Published: Thursday, April 12, 2012

Updated: Wednesday, January 9, 2013 19:01

 

As a native Cincinnatian, I often cannot help but to make fun of Cleveland. This is a habit I had to repress when I led an Appalachia trip to the city. Quips about Brady Quinn and burning rivers were muted for the sake of a sober examination of the Rust Belt brand of economic distress that has, perhaps unfairly, become the reputation of the former sixth-largest city in the United States.
The resident Cleveland, however, will have you know that the city is on the precipice of a Renaissance, regardless of where LeBron James plays basketball. One pillar of the ongoing effort to revitalize downtown is the Horseshoe Casino opening next month.
 
Casinos have been frequently employed over the past 25 years as tools for economic growth and development. It started in 1976, when New Jersey legalized casino gambling to promote tourism in Atlantic City. 
 
The expansion, though, really took off in 1989 when Iowa legalized riverboat casino gambling in response to a downturn in its riverside manufacturing as well as competitive pressures from prospective Native American casinos in Minnesota and Wisconsin.
 
Since then, casino gambling has been legalized in 21 other states and Native American tribes have built hundreds of casinos on reservations all over the country. In 2010, there were a total of 941 casinos in 40 states.
 
The most recent legalization occurred here in Massachusetts. In November, Governor Deval Patrick signed a bill authorizing the licensing and construction of three land-based casinos—one in the Western part of the Commonwealth, one in the South and one in the Boston area.
 
Massachusetts’ motivations for adopting casino gambling are the same as any other states: to attract and retain revenue. For too long, Massachusetts has watched resident casino patrons cross state lines to gamble away money at Foxwoods or Mohegan Sun. Now the Bay State wants its share of the winnings.
Originally, politicians had to be more discreet and cautious about being pro-gambling. Gambling is a vice or “sin industry,” so policymakers and casino developers had to emphasize the economic benefits of gambling to a skeptical populace while belaying concerns about its tentatively destructive impact.
 
 Iowa’s riverboats were the conservative strategy for the legislature to introduce casinos to the Midwest. They married the deviousness of gambling to a romantic nostalgia for the old west. The water created a distance between the gambling and the rest of society, making it a more permissible activity.
 The format also established clear parameters. Initially, patrons could only bring a limited amount of money on board, and games lasted only as long as the vessel was sailing.
 
Casino proponents no longer have to be so coy. Patrick was quite open about his desire to bring casinos to the Commonwealth.

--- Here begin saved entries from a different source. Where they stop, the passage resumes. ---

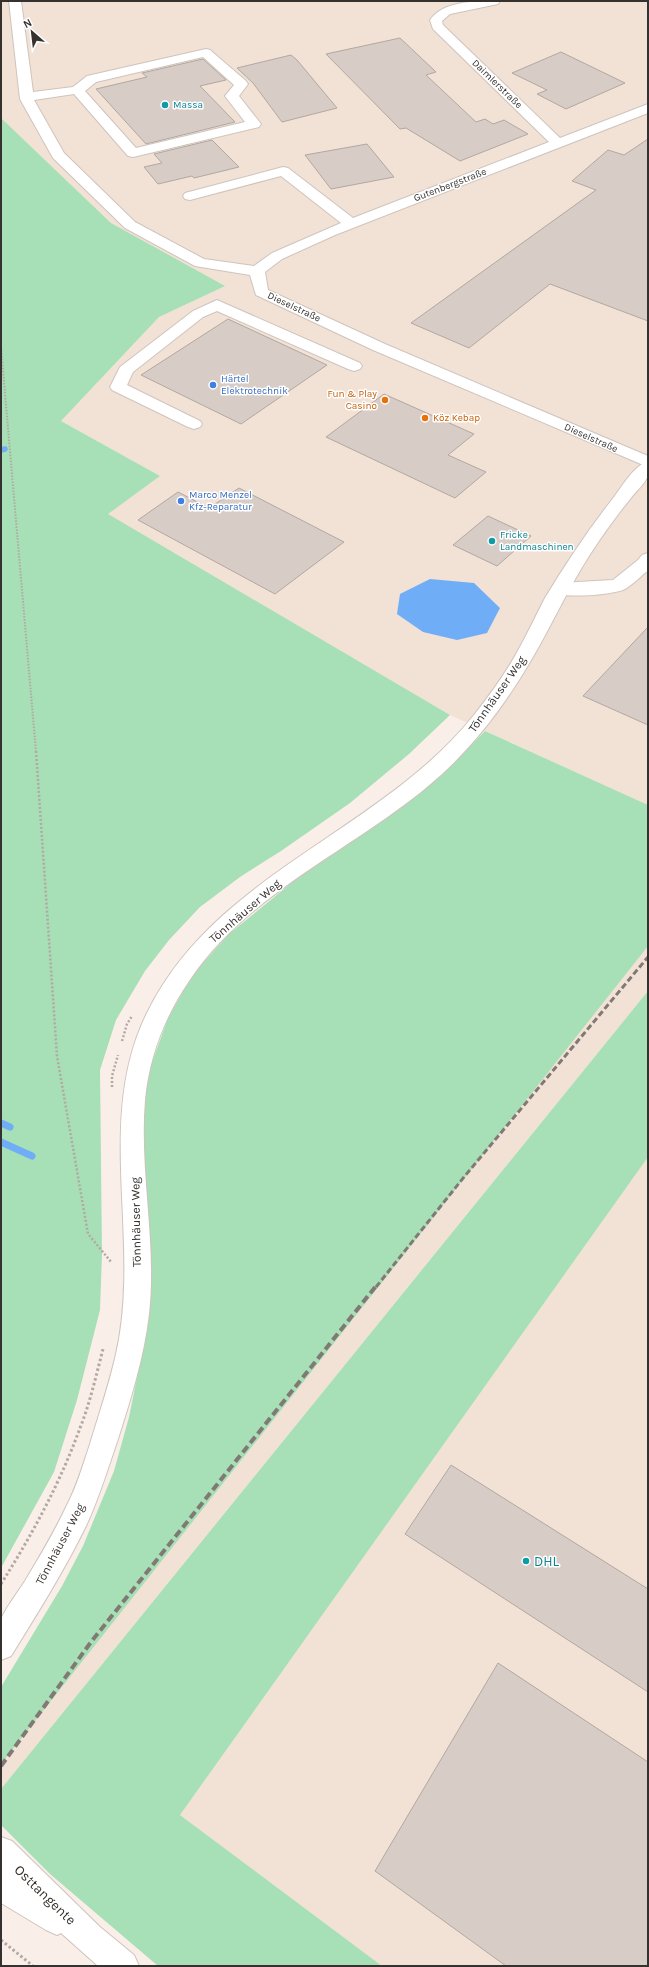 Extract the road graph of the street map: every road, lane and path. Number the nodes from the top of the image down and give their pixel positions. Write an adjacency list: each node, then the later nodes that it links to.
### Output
1 (15, 1): 4 (street)
2 (494, 1): 6 (street, Daimlerstraße)
3 (77, 90): 3 (street); 4 (street)
4 (26, 97): 9 (street)
5 (648, 108): 6 (street, Gutenbergstraße)
6 (558, 143): 8 (street, Gutenbergstraße)
7 (190, 196): 8 (street)
8 (350, 224): 9 (street, Gutenbergstraße)
9 (257, 271): 13 (street, Dieselstraße)
10 (1, 347): 21 (path)
11 (354, 366): 12 (street)
12 (194, 424)
13 (648, 462)
14 (648, 466): 16 (street, Tönnhäuser Weg)
15 (648, 559): 16 (street)
16 (560, 589): 26 (street, Tönnhäuser Weg)
17 (135, 1010): 18 (path)
18 (120, 1046)
19 (118, 1054): 20 (path)
20 (112, 1091)
21 (88, 1234)
22 (114, 1261): 23 (path)
23 (114, 1266)
24 (104, 1347): 25 (path)
25 (1, 1584)
26 (1, 1646)
27 (1, 1852): 29 (street, Osttangente)
28 (1, 1885): 29 (street, Osttangente)
29 (89, 1938): 32 (street, Osttangente)
30 (1, 1940): 31 (path)
31 (33, 1966)
32 (123, 1966) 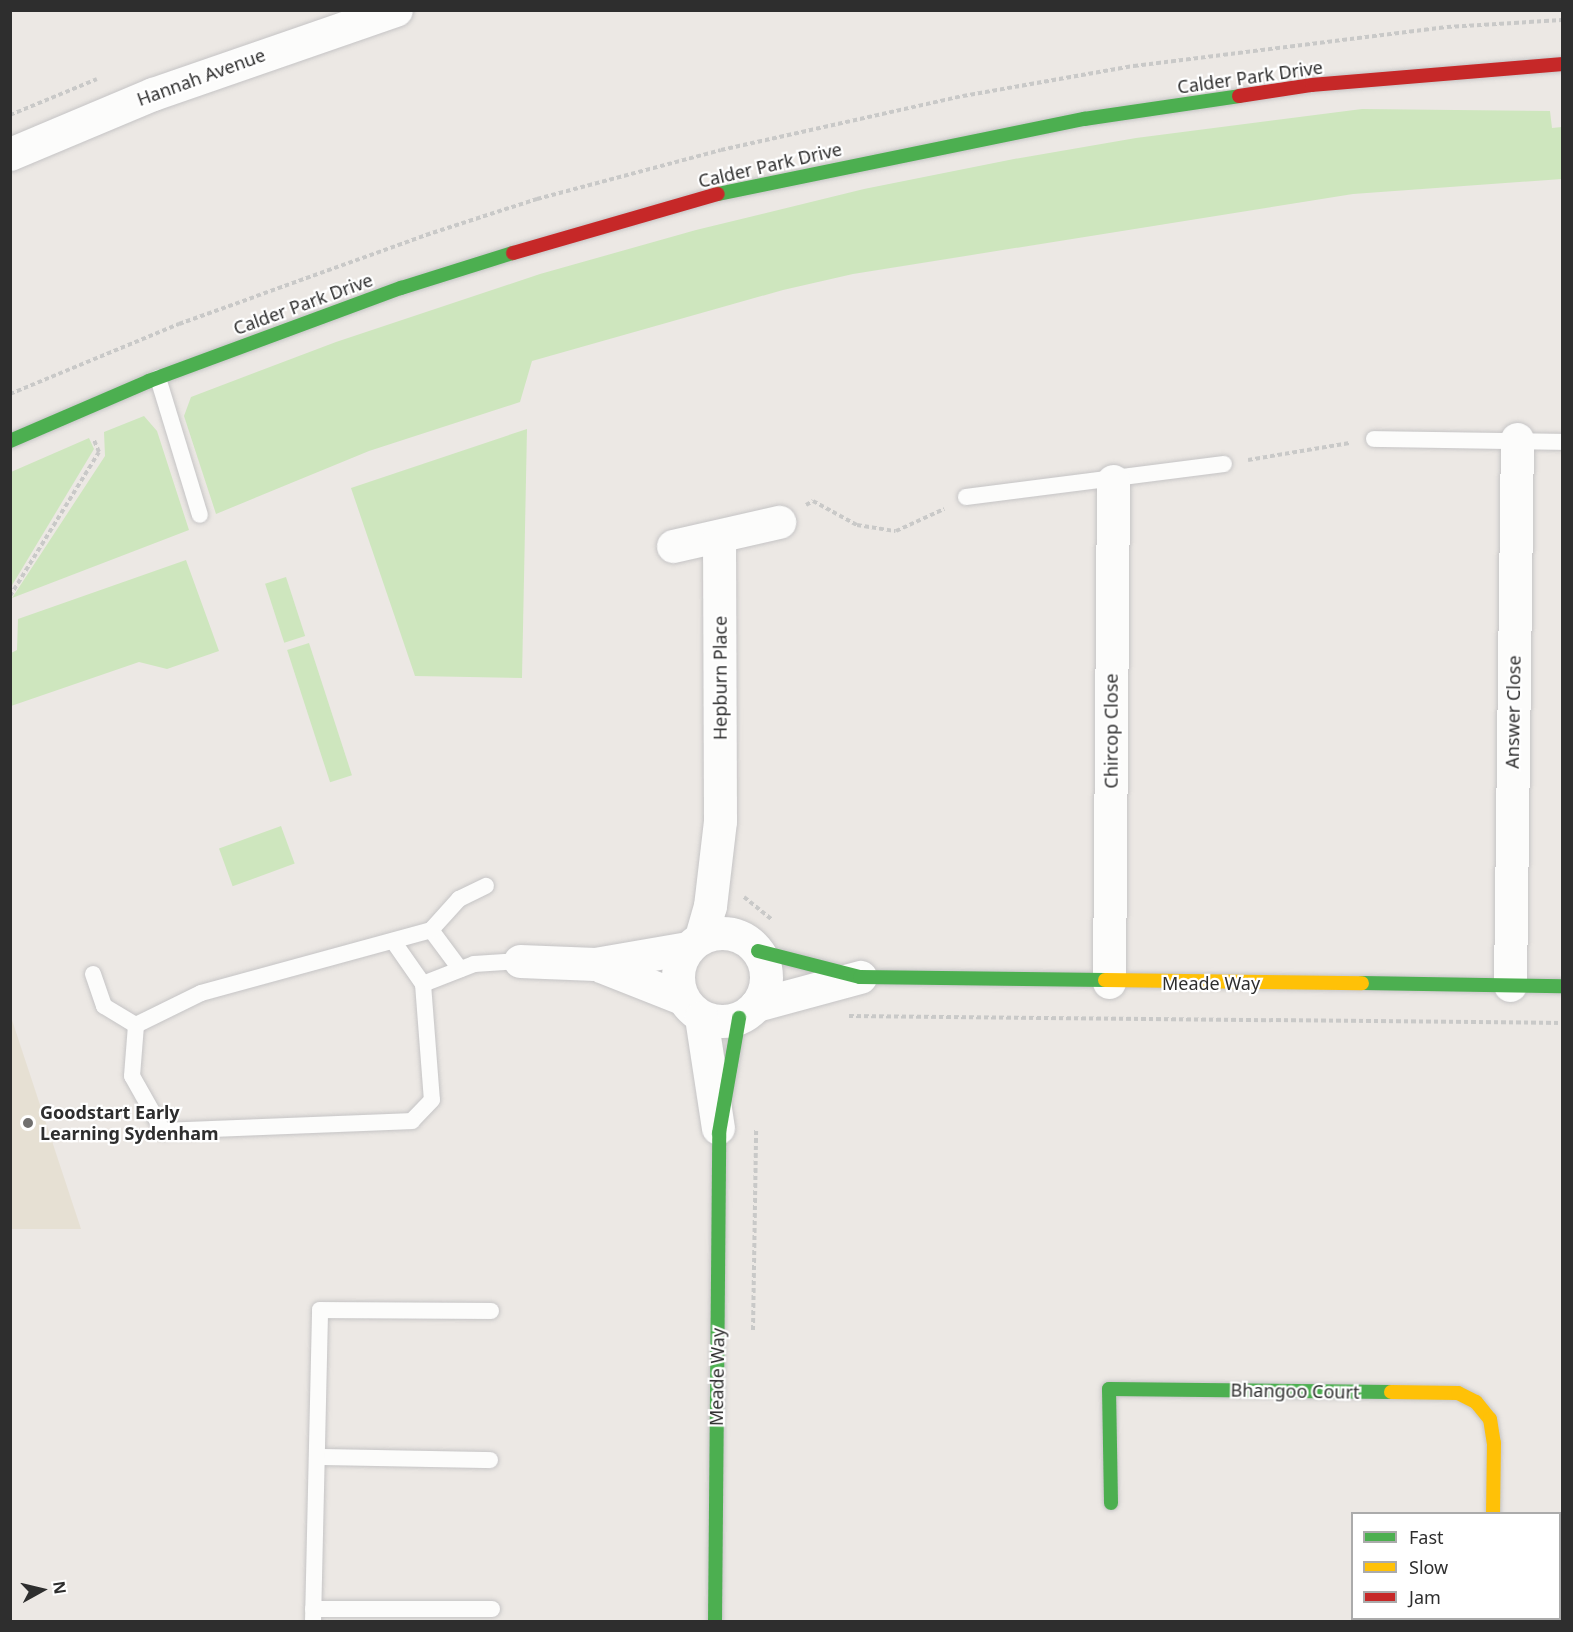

He instigated a years-long legislative battle to make his vision a reality, but now Massachusetts is poised to make a killing on three casino licenses that will stuff hundreds of millions of dollars into the state coffers.
 
Accompanying this open advocacy of casino gambling are more liberal attitudes about the size and location of casinos. As casinos spread across the Midwest, they gradually creep onto land and into more central locations. 
 
Cleveland’s Horseshoe Casino will open later this year in the Higbee Building—an old department store located in the heart of downtown. Movie-goers, sports fans, tourists and anyone else who heads downtown will be just a stone’s throw away from a gambling venue open 24/7. The casino intended for Boston will offer similar accessibility but to a greater metropolitan area and greater volume of tourists.
 
The perks of new jobs, new entertainment, and a better-financed state budget should not be allowed to blind the casual observer to the potential drawbacks of building a casino in our backyard. The primary concerns cited by casino opponents are problem and pathological gambling behaviors.
 
Pathological gambling is an impulse control disorder formally recognized by the American Psychiatric Association, and it affects 1 to 2 percent of the population. Problem gambling—which is marginally less severe—affects an additional 2 to 3 percent. One study estimated that they account for between 25 and 45 percent of casinos’ annual revenue. They tend to be younger, poorer and uneducated, and they often have a history of behavioral disorders. 
 
While it is easy to celebrate the arrival of a new, fun public attraction, we should acknowledge the risk associated with betting on casinos. The Horseshoe Casino will help reinvigorate downtown Cleveland, but at what cost?
More relevantly, what are the perils of a casino in Boston? This is a city with 250,000 students, some of whom might be desperate for a little extra spending money or convinced they have the savvy to beat the odds. This school has already had its own embarrassing gambling scandal. Here’s hoping that the new casino doesn’t bring out the worst in future Eagles.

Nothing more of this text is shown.